2. A generating system as claimed in claim 1, wherein the filling means comprises a water tank supplied from a water catchment area, said tank having a closeable orifice through which water passes to said container, said tank having substantially the same volume capacity as each associated container.

3. A generating system as claimed in either one of claims 1 and 2, wherein the emptying means comprises a closure panel of an opening at a lower portion of the container, and a spillway at the second location adapted to receive water leaving the container through the opening.

4. A generating system as claimed in any one of the preceding claims, wherein the energy conversion means comprises first and second energy conversion devices, a first conversion device being adapted to convert linear motion into rotary motion and the second adapted to convert the rotary motion in an electricity generator.

5. A generating system as claimed in claim 4, wherein the first conversion device comprises said linking means in the form of cables secured to the containers, each of said cables passing around a pulley device at said first location so as to rotate said pulley device.

6. A generating system as claimed in either one of claims 4 and 5, wherein the second conversion device comprises a dynamo arrangement.

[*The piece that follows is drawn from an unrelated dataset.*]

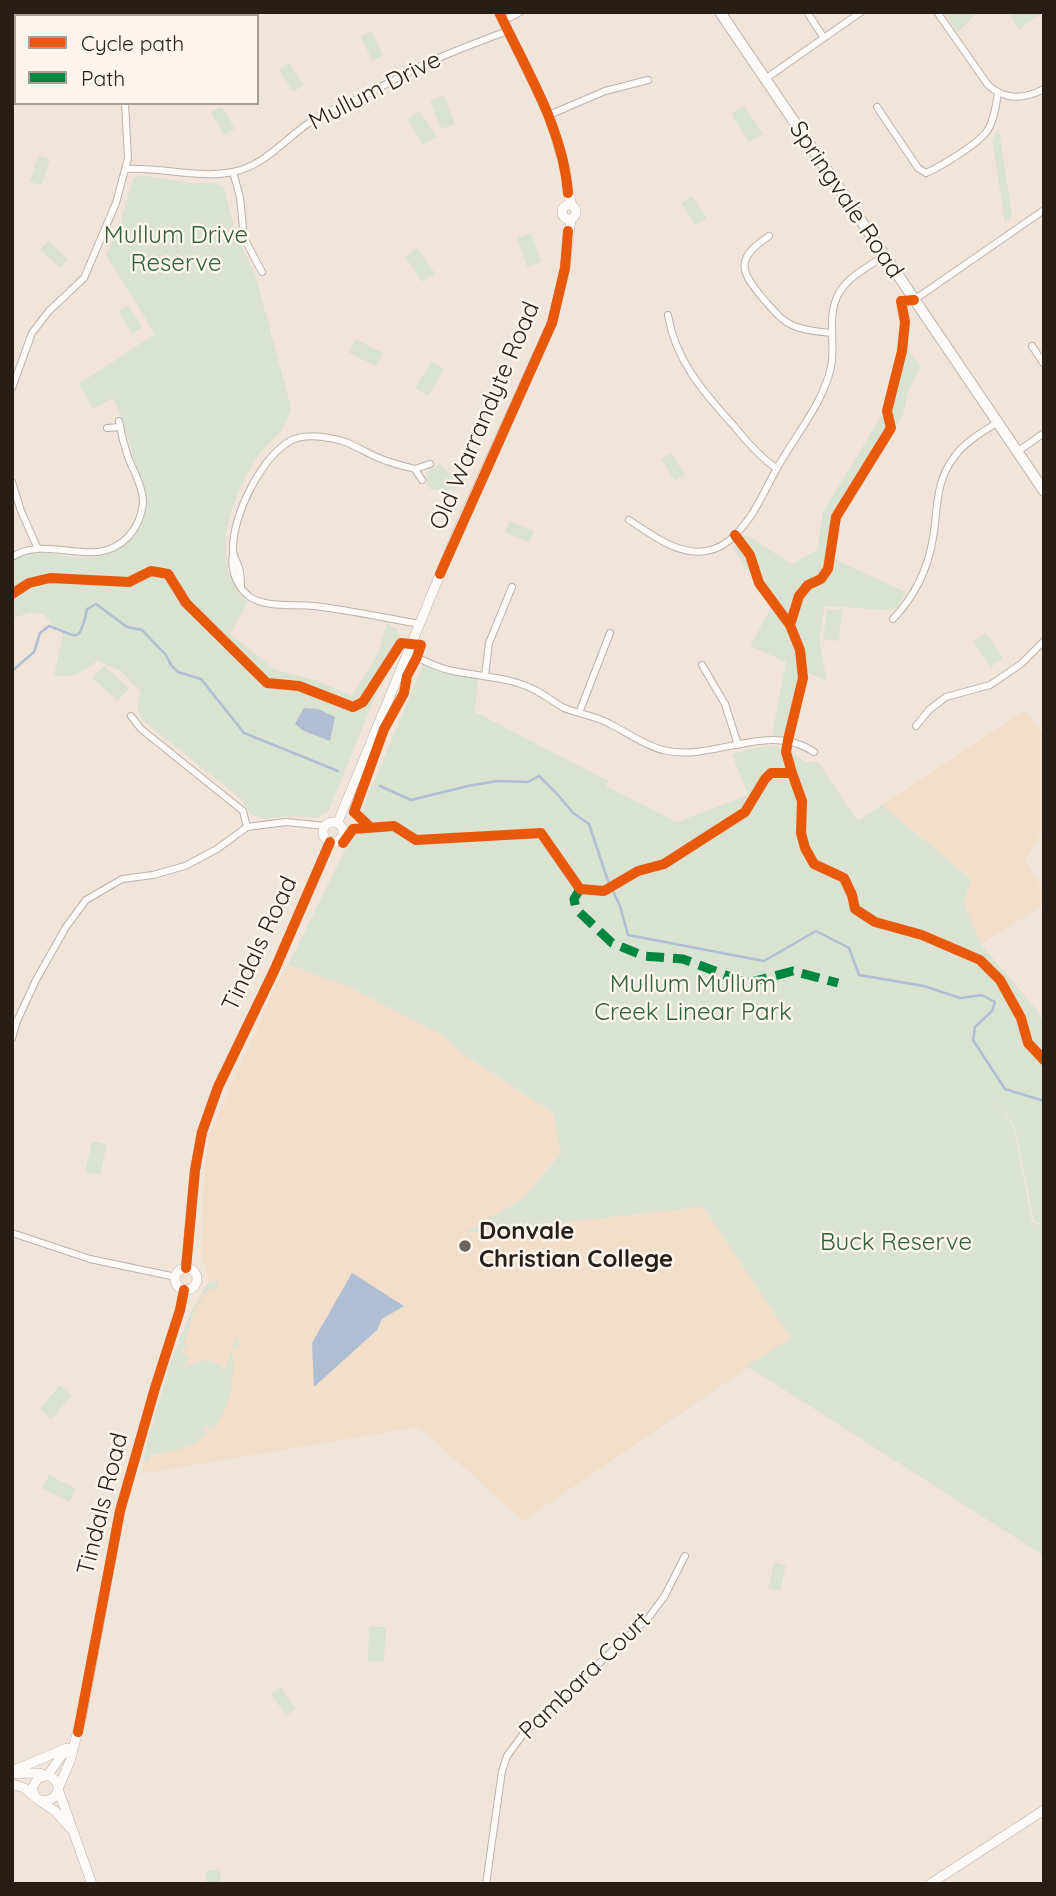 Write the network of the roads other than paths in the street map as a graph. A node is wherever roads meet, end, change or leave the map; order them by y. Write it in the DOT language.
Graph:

7. A generating system as claimed in any one of the preceding claims, wherein there are provided at least two pairs of containers, each container being mounted on a respective guide track, said pairs of containers being arranged such that there is at least one container which is full and which is descending from said first location to said second location at all operating times.

8. A generating system as claimed in claim 7, wherein there is provided a container release mechanism to ensure that as an ascending empty container of one pair of containers reaches said first location, a full container of the other pair is released from said first location to descend to said second location.

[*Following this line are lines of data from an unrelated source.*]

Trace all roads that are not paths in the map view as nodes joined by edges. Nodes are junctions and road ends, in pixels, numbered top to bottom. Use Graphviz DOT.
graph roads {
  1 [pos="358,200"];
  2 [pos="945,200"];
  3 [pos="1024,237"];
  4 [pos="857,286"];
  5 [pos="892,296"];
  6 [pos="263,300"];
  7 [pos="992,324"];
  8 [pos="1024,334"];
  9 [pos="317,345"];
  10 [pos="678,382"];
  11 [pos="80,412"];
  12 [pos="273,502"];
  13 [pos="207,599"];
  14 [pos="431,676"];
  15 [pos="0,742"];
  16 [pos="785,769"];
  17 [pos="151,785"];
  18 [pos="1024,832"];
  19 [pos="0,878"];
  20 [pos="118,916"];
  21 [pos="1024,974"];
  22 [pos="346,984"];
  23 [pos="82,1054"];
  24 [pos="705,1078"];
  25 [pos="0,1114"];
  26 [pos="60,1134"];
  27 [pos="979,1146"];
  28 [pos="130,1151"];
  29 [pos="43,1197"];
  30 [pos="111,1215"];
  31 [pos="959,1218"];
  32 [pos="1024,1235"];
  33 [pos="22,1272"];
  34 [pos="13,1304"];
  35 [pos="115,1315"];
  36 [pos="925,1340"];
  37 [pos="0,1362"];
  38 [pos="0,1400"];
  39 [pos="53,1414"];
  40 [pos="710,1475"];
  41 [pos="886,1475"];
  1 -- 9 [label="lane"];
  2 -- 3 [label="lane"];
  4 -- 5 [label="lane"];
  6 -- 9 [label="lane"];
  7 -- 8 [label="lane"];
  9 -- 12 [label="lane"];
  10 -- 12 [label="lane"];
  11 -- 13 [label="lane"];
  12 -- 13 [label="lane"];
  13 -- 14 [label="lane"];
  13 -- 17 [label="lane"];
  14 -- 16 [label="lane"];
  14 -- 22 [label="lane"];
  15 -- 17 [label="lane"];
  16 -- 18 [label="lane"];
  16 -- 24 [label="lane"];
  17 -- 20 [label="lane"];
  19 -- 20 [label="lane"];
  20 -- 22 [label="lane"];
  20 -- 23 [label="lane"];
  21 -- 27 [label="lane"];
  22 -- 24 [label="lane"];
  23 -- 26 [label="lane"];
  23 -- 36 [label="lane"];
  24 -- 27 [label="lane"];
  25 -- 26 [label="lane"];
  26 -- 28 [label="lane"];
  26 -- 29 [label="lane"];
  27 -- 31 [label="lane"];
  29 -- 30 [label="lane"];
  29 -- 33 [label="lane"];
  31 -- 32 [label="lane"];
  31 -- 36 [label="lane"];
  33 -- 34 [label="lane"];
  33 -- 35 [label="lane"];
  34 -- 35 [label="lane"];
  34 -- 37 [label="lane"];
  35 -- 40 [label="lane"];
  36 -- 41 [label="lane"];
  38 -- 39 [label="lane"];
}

9. A generating system as claimed in either one of claims 7 and 8, wherein there are provided two operative pulley wheels and cables, one of which wheel and cable is used for one pair of containers.

10. A generating system as claimed in claim 9, wherein both or all pulley wheels are coupled to a single dynamo.

11. A generating system as claimed in claim 9, wherein each pulley wheel is coupled to a separate dynamo.

12. A generating system as claimed in any one of the preceding claims, wherein said containers are mounted upon slides or upon wheels which enables the containers to travel along the respective rail tracks.

13. A method of generating electricity comprising the steps of: filling with water one of a pair of linked containers at a first location on a mountain or upland terrain; allowing the full container to move, under the force of gravity from said first location to a second, lower, location whilst pulling the second, empty, container from said second location to said first location, and causing electricity to be generated in response to the movement of said containers.

14. An electricity generating system constructed, arranged and adapted to operate substantially as hereinbefore described with reference to and as shown in the drawings.

15. A method of generating electricity substantially as hereinbefore described with reference to the drawings.